_Work task_
Determine how many lines below contain the string "Write" and give that number without anything else.

_Data for processing_
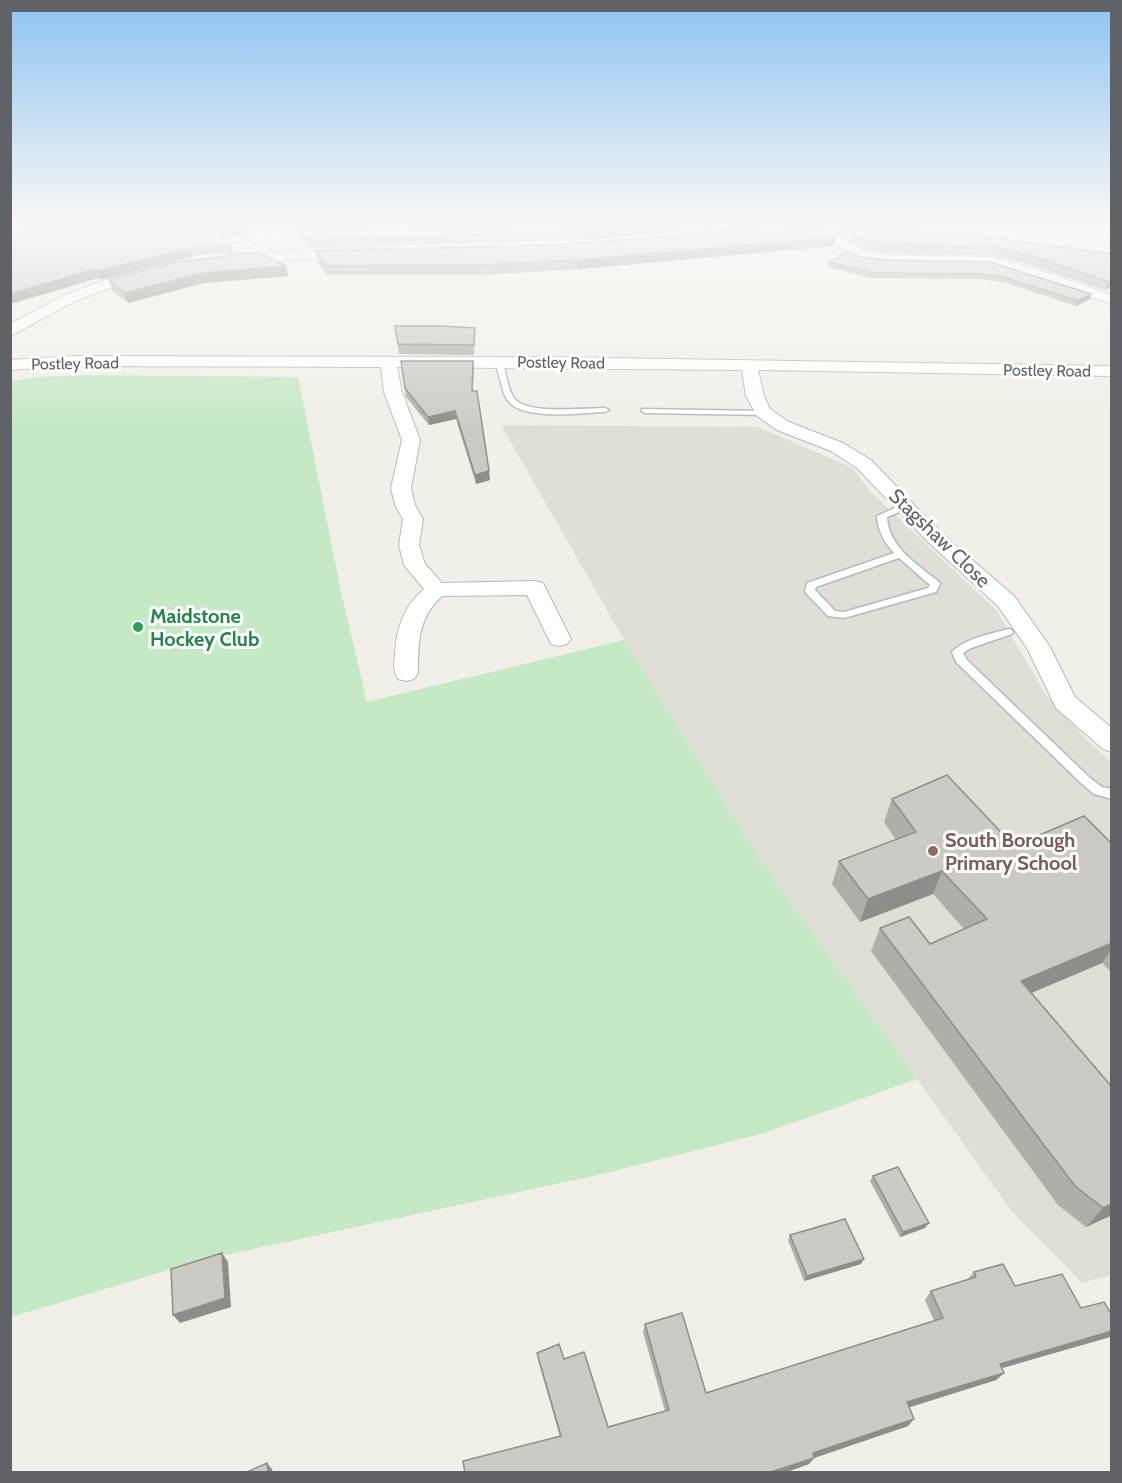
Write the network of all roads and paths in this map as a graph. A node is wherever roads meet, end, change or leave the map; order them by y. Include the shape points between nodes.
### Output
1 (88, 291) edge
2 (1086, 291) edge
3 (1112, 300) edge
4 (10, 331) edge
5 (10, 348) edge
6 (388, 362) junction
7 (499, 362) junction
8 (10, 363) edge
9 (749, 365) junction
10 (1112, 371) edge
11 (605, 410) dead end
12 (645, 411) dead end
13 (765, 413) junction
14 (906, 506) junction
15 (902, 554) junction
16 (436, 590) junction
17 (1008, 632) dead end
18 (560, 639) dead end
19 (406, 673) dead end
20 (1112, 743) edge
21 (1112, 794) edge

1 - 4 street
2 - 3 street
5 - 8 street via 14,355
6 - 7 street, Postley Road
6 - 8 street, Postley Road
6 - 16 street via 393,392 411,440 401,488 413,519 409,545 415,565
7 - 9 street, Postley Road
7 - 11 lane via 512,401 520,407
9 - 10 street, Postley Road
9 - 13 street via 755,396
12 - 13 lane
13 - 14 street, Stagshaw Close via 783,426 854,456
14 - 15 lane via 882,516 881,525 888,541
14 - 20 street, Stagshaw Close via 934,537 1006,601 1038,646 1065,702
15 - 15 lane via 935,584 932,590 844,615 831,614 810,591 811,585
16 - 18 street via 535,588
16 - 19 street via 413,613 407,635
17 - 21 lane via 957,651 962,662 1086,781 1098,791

--

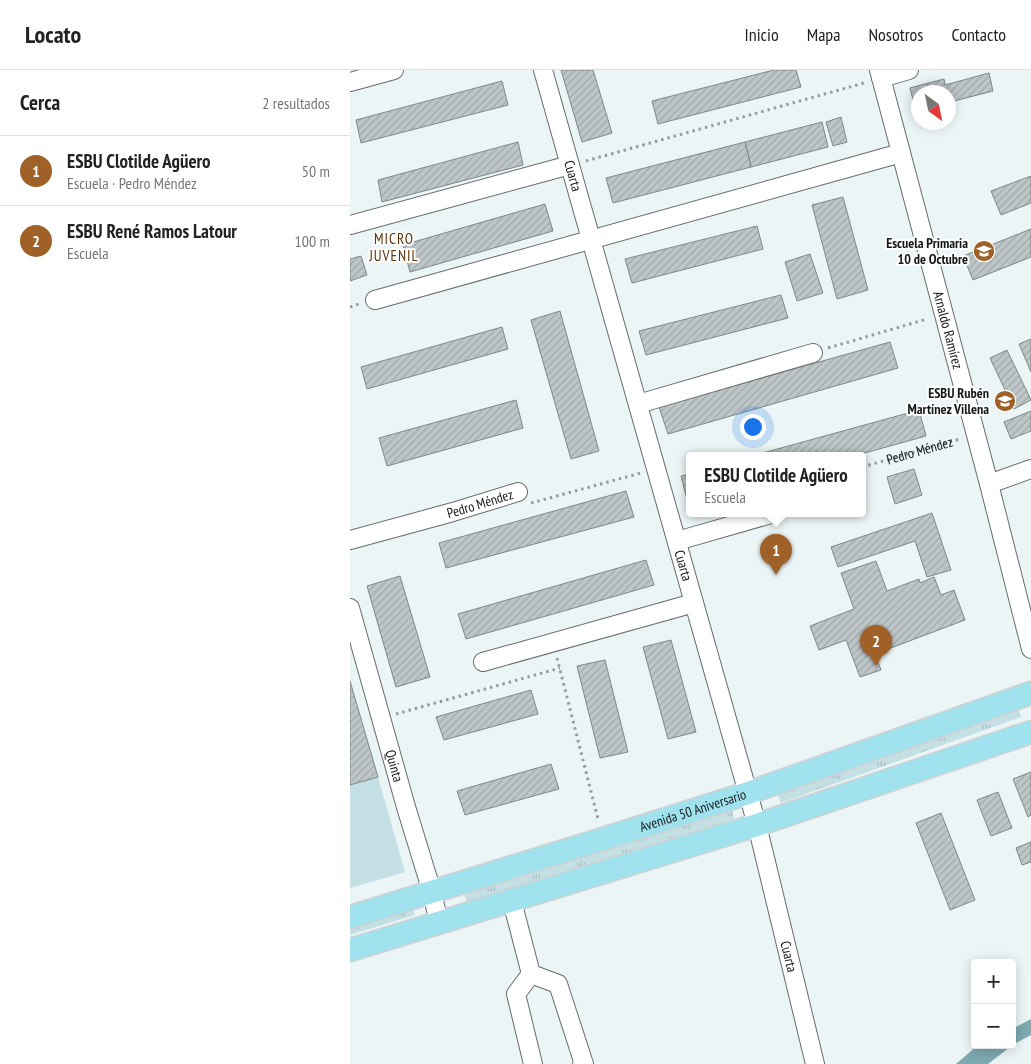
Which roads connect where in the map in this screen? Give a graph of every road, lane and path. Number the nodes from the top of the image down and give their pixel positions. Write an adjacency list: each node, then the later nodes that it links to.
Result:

_Response to this task_
2